While digging through the attic, I recently found my father’s old Pentax K1000 film camera. I was instantly intrigued, so I dusted it off, pulled up a few informational YouTube videos, and ordered some 35mm film from Amazon. I was ecstatic when the film arrived, only to discover that I had a lot to learn. With some help from YouTube & my father, I loaded the film and began learning about aperture, f-stop, focus, and lighting. At first, it was overwhelming, but after sending away my first two rolls of film to be developed and receiving some great (and some disastrous) images, I decided that my newfound hobby was worth it. Although I still have plenty to learn, I want to take you along with me on my analog photography journey.
Why Try Film Photography
Film and digital photography are vastly different. Yes, they both involve the same techniques, but using a film camera forces you to engage with your photo.

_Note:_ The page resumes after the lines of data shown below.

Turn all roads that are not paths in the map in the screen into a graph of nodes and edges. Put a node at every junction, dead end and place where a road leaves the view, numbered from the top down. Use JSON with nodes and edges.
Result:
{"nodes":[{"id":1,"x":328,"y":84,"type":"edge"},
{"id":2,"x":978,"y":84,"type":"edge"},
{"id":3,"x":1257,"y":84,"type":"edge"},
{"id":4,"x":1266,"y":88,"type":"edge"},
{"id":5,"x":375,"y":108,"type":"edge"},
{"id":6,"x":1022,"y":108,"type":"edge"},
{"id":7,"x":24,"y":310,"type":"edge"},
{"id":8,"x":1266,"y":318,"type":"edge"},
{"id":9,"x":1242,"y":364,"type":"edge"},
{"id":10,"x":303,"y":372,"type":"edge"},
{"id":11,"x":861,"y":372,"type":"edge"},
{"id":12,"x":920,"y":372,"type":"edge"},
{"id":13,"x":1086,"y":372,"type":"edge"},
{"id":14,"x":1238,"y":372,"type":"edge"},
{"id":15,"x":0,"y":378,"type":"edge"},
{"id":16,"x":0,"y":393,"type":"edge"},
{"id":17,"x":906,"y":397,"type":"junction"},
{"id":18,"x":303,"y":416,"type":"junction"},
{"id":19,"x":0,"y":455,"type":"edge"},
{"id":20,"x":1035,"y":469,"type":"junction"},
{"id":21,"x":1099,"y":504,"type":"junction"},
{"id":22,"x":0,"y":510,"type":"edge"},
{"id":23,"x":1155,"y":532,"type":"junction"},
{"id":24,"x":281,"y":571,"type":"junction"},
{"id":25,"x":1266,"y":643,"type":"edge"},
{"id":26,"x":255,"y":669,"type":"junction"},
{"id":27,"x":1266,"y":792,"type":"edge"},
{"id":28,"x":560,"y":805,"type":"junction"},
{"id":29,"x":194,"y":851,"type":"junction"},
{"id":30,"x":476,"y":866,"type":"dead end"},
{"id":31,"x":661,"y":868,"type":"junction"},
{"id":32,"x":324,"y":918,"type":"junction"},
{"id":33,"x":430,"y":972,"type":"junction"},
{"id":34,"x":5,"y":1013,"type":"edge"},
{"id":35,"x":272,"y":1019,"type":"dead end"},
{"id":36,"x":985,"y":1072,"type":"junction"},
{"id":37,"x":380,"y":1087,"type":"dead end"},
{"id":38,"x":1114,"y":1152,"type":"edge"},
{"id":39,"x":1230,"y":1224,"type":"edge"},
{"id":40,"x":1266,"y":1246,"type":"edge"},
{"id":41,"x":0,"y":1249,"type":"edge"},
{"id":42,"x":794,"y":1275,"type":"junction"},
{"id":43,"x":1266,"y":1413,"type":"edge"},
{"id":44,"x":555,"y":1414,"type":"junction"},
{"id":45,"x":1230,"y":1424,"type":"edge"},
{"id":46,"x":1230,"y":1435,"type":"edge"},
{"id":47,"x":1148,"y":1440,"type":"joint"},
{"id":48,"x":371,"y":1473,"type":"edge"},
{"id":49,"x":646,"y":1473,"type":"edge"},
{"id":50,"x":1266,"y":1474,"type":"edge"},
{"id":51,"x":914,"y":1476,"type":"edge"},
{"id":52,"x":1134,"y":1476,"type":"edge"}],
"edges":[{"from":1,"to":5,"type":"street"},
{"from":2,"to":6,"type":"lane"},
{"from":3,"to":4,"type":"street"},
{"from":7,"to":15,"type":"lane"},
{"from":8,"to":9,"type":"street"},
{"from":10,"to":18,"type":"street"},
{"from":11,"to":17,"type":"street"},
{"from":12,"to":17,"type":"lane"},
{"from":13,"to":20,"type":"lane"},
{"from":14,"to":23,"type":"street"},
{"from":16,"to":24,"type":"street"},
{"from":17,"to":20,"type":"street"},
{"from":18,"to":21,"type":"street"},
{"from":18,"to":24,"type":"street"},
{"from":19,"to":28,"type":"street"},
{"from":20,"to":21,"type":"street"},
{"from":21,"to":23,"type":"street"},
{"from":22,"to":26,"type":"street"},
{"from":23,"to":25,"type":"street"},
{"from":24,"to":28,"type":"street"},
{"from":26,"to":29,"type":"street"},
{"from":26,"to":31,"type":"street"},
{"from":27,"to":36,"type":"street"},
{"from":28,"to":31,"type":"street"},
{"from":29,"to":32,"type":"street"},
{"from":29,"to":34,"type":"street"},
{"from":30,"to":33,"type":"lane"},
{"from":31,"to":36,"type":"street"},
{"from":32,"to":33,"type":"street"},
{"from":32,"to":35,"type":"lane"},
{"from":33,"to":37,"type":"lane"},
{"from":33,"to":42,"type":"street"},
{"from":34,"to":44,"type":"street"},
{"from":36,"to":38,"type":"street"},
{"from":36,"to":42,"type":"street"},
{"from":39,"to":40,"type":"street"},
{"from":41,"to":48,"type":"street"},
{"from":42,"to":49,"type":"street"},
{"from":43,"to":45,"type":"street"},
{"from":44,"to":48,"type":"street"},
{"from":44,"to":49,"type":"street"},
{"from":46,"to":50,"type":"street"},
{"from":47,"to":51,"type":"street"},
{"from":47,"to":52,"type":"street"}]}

You must be aware of lighting, movement, focus, and much more. Unlike digital, analog photography is manual, and you have to consciously make choices that will affect your photos. These choices are an excellent way to learn about elements of photography. It is also a way to reconnect with your inner creativity. Furthermore, the nostalgia takes you back a decade or two. It facilitates an appreciation of detail and patience. The instant gratification of checking your digital photos moments after capturing them is gone. This may seem like a big downside (and it is), but I find that the anticipation of finding out if I captured the moment is thrilling.
How to Find a Camera
Check your attics, closets, and garages for old cameras that might be lying around. The best camera to out start with is the one you already have! If you don’t already have access to a film camera, plenty of shops online sell refurbished vintage cameras. Depending on the model and quality, they can range anywhere from $80-$1000. If that doesn’t appeal to you, then Antique stores, Craigslist, and Facebook Marketplace are great ways to find cheap alternatives.
How to Choose Film
Choosing film types can be daunting, but doing some research can help. Each type and brand of film produces a different look and feel, so choose wisely. The two main types of film are Color negative and traditional black-and-white. You guessed it, one is in Color, and the other is black and white. Different brands also affect the tint and hue of the photos.
How to Get Film Developed
Once upon a time, you could get your film developed at every drugstore. However, the rise of digital printing has diminished these options, but don’t worry because there is still plenty of ways to get your pictures. The easiest way is to find a photo lab near you. Yes, they still exist, but they are few and far between. Another option is online photo labs where you mail in your film. This method takes a few extra days but may be the cheaper option depending on where you live. These online photo labs allow you to order prints and digital scans. They also mail your negatives back to you.
Film photography is a fantastic way to get outside and surprise yourself with your own creativity. It takes a bit of dedication, but overall is a fun way to reconnect with the past and let your inner inspiration shine. The whole world is waiting for you to take its photo, so just say cheese!